INSTRUCTIONS TO FOLLOW
Which lines below hold the word "Bakhchachi"? Copy all of them.

┌────────

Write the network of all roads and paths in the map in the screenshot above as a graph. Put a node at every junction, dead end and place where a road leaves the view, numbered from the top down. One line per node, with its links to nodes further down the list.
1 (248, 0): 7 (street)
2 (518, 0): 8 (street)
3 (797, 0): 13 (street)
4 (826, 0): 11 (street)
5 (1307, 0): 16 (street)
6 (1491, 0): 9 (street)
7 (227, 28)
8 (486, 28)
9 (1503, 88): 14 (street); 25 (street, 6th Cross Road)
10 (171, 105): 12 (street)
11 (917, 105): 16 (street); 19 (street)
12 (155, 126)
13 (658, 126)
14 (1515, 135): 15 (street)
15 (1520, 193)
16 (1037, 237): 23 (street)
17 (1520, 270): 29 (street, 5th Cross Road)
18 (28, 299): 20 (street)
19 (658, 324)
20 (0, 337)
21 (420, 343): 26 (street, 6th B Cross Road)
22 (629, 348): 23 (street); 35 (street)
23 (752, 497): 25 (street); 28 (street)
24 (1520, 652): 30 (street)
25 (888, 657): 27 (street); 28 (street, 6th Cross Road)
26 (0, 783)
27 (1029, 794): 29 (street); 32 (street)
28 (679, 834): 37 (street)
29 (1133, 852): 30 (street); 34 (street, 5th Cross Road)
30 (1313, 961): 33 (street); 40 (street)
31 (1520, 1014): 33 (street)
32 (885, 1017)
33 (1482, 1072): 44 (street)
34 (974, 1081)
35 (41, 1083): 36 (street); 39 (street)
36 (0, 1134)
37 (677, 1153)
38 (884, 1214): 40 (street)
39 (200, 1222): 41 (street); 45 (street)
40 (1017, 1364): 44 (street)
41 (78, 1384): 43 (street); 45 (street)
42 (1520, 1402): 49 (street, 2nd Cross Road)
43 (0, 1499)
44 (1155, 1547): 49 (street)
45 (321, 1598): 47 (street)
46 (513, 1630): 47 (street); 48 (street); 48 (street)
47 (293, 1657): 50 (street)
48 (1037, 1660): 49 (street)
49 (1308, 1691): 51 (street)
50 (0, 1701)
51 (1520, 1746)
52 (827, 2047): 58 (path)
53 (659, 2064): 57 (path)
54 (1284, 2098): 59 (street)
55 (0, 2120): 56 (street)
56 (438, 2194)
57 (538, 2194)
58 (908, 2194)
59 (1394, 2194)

└────────
┌────────

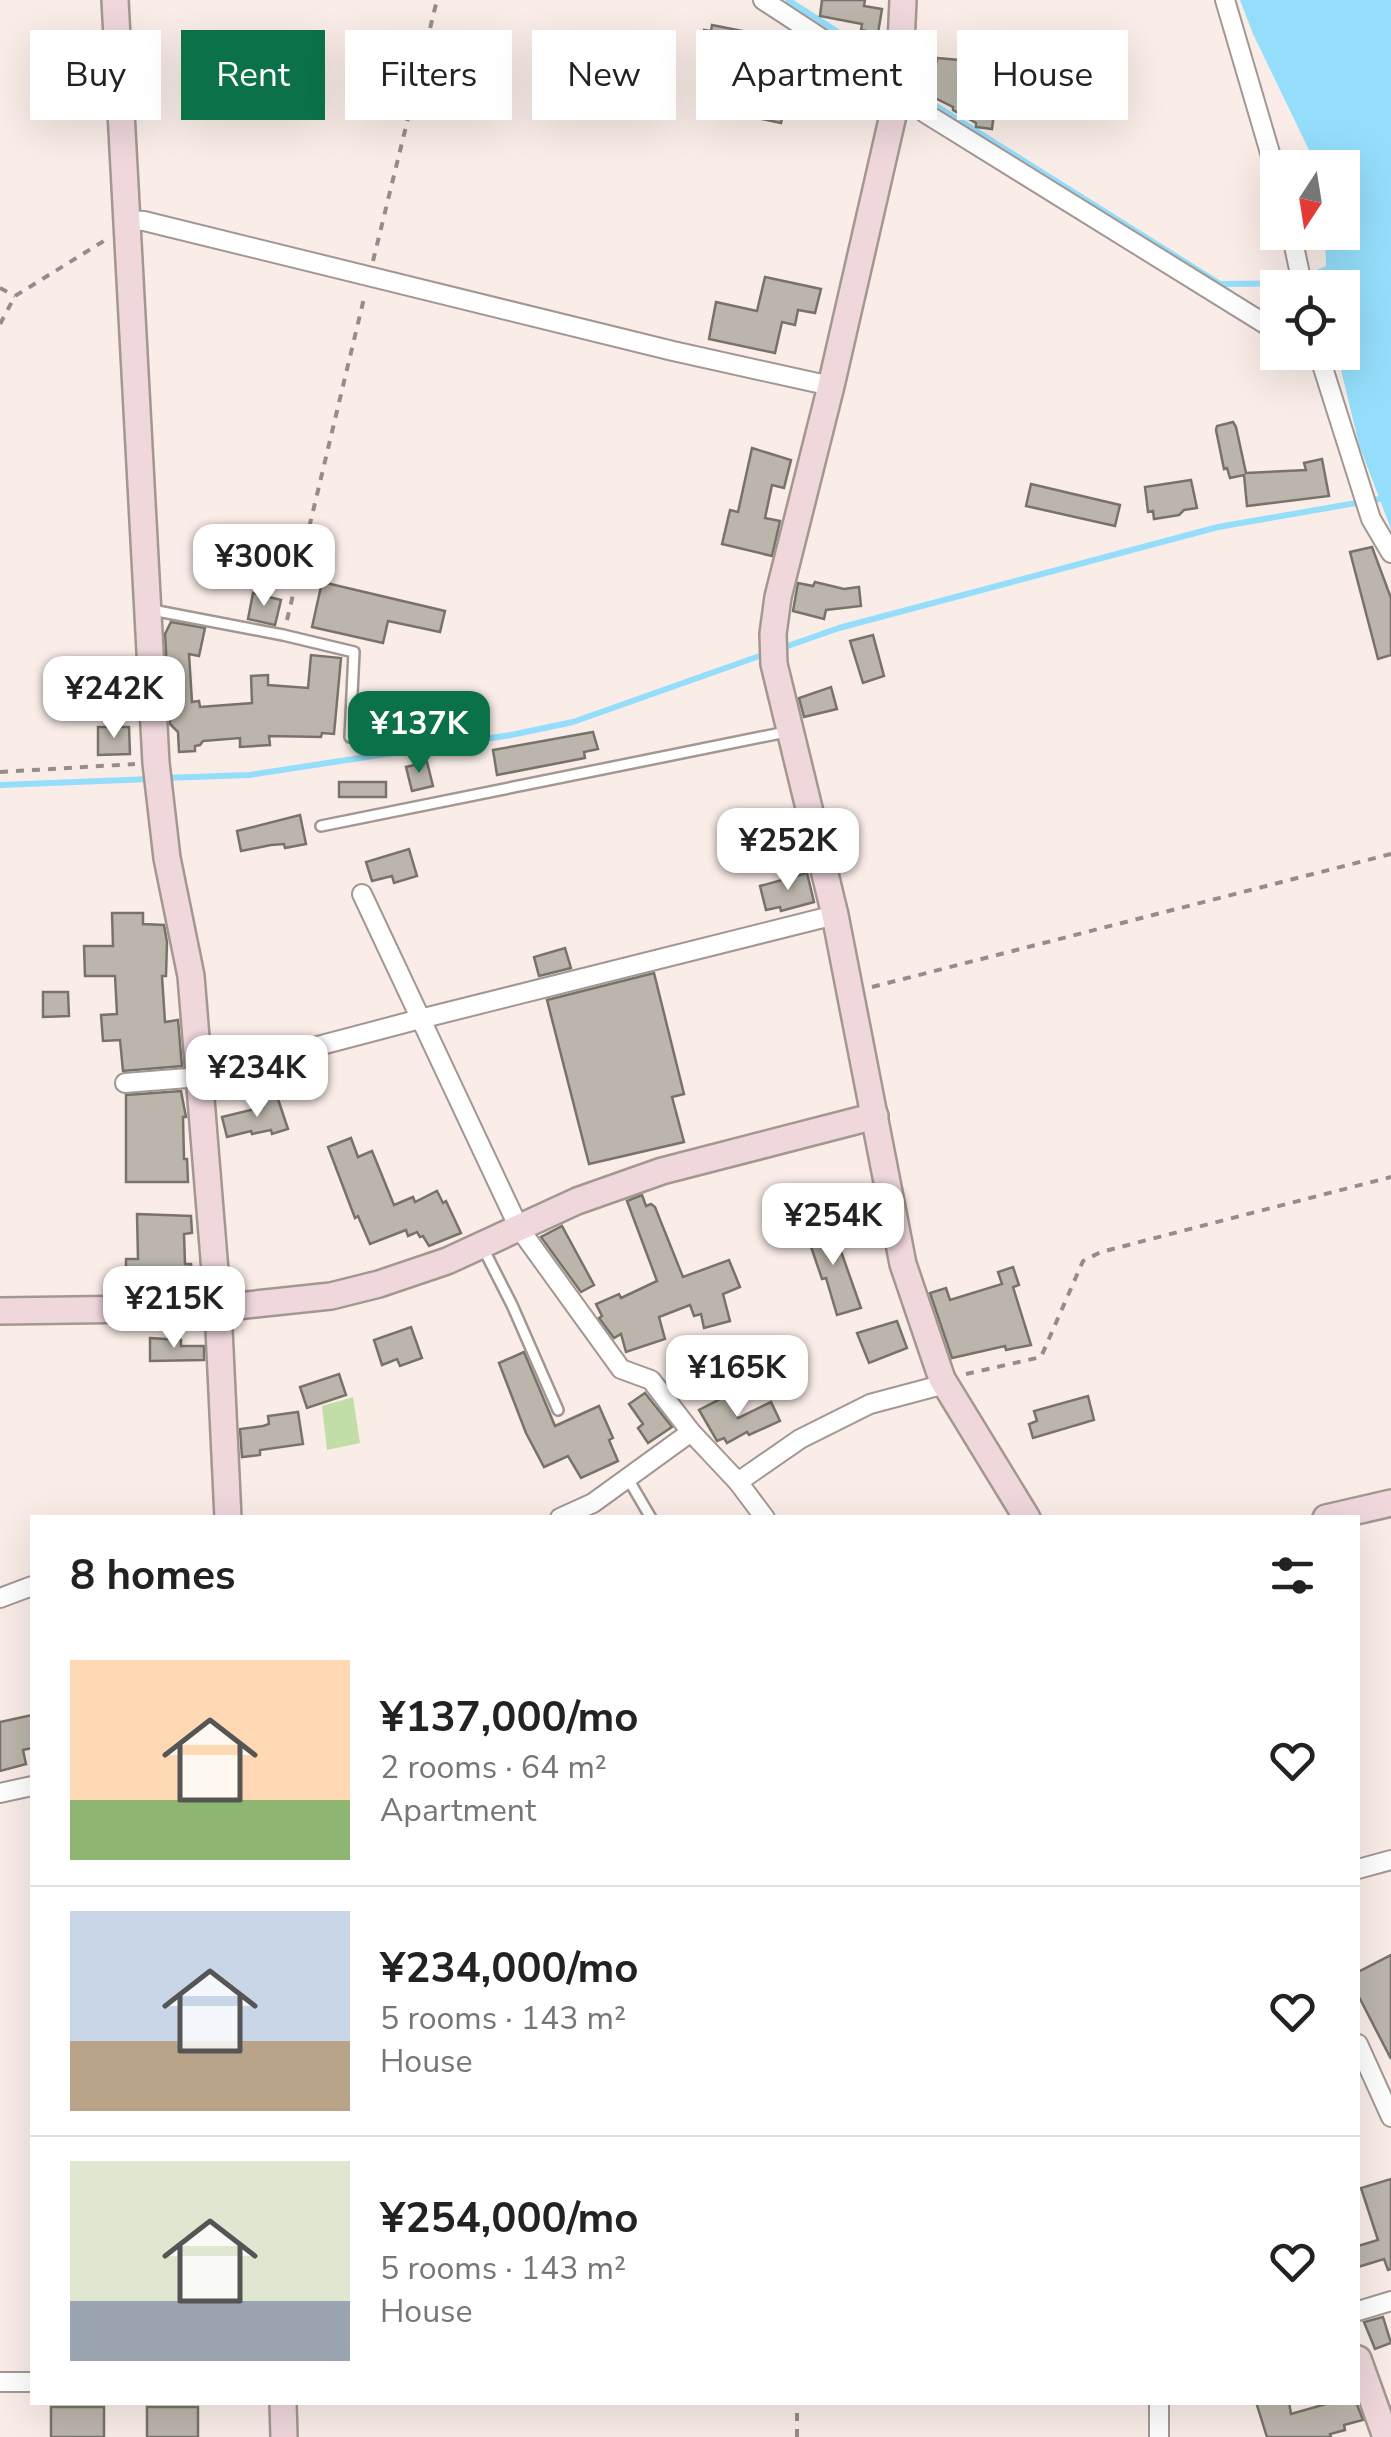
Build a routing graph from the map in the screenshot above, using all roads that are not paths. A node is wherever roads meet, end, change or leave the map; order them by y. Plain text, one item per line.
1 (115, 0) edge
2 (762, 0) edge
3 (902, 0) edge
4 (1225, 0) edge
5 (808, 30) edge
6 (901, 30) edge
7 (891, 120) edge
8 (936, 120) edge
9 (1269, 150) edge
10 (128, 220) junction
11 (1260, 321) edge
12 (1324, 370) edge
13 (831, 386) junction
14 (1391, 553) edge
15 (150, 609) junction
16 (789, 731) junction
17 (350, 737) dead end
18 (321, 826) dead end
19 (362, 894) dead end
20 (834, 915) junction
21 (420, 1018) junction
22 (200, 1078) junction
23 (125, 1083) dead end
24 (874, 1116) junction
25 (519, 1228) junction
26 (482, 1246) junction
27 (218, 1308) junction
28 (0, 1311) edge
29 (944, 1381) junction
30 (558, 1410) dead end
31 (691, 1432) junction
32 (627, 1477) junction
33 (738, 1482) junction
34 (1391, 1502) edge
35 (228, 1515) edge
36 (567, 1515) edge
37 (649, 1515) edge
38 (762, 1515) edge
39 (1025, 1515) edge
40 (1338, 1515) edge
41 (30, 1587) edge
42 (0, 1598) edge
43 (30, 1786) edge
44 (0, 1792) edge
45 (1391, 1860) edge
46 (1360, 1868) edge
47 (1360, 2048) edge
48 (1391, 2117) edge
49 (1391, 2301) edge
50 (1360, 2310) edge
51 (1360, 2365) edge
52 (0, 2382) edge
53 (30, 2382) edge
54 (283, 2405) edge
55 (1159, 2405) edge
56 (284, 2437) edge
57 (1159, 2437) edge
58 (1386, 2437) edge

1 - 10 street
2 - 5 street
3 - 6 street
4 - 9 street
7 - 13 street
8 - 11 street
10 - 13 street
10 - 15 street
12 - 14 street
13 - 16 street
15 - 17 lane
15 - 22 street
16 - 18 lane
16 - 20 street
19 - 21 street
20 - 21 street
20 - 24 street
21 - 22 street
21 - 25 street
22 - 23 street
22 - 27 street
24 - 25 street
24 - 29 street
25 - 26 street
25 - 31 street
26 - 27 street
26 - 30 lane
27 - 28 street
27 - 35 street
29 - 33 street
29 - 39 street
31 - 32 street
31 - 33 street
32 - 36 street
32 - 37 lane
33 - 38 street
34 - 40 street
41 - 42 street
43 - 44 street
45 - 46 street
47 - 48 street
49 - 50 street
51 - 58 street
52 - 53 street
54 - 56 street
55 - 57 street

└────────
┌────────

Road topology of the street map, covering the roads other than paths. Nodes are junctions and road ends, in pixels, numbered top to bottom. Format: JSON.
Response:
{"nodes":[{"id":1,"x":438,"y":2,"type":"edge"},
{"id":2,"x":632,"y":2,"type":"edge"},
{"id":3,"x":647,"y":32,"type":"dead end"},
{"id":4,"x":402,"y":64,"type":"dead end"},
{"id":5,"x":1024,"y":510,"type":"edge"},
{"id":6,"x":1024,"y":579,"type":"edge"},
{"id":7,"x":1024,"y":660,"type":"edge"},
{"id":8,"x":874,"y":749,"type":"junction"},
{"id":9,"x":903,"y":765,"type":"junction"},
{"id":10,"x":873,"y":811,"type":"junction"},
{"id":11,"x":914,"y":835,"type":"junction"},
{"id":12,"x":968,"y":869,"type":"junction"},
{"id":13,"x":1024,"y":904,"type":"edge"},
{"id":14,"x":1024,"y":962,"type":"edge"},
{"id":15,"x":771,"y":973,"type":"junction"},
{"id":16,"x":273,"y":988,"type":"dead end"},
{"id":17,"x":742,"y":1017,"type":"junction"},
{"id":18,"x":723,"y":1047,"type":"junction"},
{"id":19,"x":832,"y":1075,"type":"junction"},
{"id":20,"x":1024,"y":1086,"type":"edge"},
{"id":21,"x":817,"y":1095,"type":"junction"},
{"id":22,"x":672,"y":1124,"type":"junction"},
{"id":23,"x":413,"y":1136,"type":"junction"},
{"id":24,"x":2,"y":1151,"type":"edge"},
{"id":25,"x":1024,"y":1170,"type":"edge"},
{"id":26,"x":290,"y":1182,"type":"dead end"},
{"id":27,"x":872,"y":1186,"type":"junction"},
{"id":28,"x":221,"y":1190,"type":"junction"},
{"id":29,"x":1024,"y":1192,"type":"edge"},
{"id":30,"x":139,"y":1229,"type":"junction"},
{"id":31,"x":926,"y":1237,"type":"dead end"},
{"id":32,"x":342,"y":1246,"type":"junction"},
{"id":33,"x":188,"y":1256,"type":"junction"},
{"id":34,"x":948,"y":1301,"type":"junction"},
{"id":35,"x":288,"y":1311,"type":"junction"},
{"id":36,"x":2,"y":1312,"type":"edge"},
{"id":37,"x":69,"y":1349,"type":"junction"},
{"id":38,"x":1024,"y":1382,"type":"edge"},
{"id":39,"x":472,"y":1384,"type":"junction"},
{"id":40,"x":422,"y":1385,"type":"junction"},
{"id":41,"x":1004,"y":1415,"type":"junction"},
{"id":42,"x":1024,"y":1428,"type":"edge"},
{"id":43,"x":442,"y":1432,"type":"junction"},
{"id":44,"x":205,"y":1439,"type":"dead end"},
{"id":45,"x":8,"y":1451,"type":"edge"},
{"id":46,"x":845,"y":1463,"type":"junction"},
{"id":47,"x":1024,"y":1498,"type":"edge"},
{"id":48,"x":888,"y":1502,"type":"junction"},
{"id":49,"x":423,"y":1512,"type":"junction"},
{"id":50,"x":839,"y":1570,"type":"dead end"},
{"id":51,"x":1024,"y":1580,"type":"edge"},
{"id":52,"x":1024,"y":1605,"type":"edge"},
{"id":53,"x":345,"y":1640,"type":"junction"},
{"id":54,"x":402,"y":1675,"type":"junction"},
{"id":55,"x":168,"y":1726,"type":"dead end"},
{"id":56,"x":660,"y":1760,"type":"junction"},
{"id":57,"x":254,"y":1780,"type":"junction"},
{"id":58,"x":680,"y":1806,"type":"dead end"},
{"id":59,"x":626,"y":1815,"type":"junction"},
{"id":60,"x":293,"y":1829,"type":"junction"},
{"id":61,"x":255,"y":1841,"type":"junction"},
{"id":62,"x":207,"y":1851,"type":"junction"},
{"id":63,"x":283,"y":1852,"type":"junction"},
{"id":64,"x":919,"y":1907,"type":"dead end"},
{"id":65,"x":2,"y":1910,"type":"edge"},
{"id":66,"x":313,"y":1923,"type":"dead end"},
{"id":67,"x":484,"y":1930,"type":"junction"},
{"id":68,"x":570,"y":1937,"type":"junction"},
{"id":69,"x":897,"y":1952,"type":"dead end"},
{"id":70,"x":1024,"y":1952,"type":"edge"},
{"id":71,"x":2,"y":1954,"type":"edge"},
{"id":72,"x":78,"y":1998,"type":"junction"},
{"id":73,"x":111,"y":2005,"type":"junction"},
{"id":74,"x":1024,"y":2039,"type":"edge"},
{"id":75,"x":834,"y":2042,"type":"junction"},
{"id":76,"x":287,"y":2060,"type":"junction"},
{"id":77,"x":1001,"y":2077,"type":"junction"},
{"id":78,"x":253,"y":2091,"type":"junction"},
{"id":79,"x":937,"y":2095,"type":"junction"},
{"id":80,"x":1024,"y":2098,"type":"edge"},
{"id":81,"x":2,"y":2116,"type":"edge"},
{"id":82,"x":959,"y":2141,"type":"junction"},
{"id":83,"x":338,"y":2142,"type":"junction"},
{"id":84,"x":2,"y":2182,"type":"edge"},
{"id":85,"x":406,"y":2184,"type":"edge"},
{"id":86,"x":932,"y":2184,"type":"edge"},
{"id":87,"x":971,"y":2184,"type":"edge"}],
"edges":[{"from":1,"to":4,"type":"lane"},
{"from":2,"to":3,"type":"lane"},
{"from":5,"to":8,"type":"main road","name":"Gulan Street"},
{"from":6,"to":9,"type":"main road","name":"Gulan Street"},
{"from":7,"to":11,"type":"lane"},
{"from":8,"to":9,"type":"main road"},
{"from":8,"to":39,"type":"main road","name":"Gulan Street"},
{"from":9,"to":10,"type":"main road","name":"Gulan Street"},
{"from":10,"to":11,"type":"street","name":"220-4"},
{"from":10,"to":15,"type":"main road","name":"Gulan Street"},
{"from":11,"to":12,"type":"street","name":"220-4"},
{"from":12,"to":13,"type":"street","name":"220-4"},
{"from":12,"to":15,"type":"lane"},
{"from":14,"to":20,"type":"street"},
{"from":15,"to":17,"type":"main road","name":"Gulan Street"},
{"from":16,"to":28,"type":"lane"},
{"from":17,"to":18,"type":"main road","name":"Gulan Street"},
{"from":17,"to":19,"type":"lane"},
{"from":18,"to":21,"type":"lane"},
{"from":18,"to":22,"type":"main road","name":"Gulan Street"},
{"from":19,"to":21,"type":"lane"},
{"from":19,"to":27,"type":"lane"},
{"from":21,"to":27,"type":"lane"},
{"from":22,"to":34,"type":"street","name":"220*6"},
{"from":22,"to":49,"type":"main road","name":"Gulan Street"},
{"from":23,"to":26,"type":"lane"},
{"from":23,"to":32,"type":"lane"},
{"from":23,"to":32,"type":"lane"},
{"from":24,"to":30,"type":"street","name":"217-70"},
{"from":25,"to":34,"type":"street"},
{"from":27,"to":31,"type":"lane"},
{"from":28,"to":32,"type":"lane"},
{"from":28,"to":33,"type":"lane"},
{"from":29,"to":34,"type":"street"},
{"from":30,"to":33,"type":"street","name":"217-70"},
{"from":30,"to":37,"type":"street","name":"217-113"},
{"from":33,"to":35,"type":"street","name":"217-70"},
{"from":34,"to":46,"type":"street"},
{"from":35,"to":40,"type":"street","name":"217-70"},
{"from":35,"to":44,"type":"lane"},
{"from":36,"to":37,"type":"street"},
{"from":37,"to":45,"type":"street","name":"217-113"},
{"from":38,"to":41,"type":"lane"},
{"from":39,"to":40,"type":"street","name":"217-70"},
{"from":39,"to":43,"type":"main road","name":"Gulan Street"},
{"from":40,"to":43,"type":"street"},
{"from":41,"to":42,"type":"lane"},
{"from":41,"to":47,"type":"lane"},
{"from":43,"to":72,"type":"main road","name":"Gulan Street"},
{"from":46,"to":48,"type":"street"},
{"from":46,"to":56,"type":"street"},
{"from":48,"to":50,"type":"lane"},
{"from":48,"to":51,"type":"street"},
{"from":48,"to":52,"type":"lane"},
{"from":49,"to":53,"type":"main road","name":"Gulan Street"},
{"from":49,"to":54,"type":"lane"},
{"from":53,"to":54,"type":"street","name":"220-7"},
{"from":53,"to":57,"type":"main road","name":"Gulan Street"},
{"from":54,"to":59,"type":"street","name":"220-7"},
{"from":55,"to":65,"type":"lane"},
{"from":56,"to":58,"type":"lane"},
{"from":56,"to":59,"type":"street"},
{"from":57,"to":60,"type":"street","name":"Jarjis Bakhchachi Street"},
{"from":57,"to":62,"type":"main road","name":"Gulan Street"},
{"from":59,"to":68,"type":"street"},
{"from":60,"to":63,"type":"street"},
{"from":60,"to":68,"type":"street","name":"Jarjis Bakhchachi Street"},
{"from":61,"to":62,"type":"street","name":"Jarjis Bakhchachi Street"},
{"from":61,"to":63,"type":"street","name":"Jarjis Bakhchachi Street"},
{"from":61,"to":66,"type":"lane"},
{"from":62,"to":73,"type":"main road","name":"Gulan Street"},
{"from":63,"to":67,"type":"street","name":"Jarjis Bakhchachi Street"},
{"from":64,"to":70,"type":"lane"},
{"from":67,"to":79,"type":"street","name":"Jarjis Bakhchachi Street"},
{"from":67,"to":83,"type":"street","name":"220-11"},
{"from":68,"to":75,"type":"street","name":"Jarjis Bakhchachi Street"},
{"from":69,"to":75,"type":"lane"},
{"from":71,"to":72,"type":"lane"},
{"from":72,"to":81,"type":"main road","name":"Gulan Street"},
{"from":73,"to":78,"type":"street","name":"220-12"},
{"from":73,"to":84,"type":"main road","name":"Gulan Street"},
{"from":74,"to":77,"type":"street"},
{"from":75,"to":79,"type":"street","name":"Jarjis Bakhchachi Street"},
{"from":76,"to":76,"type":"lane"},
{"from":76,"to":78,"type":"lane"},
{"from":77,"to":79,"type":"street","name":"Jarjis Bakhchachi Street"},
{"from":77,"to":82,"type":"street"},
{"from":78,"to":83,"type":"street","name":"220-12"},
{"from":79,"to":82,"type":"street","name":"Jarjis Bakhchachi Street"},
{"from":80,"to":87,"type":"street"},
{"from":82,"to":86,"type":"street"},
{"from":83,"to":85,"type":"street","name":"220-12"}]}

└────────

RESPONSE TO THE TASK
{"from":57,"to":60,"type":"street","name":"Jarjis Bakhchachi Street"},
{"from":60,"to":68,"type":"street","name":"Jarjis Bakhchachi Street"},
{"from":61,"to":62,"type":"street","name":"Jarjis Bakhchachi Street"},
{"from":61,"to":63,"type":"street","name":"Jarjis Bakhchachi Street"},
{"from":63,"to":67,"type":"street","name":"Jarjis Bakhchachi Street"},
{"from":67,"to":79,"type":"street","name":"Jarjis Bakhchachi Street"},
{"from":68,"to":75,"type":"street","name":"Jarjis Bakhchachi Street"},
{"from":75,"to":79,"type":"street","name":"Jarjis Bakhchachi Street"},
{"from":77,"to":79,"type":"street","name":"Jarjis Bakhchachi Street"},
{"from":79,"to":82,"type":"street","name":"Jarjis Bakhchachi Street"},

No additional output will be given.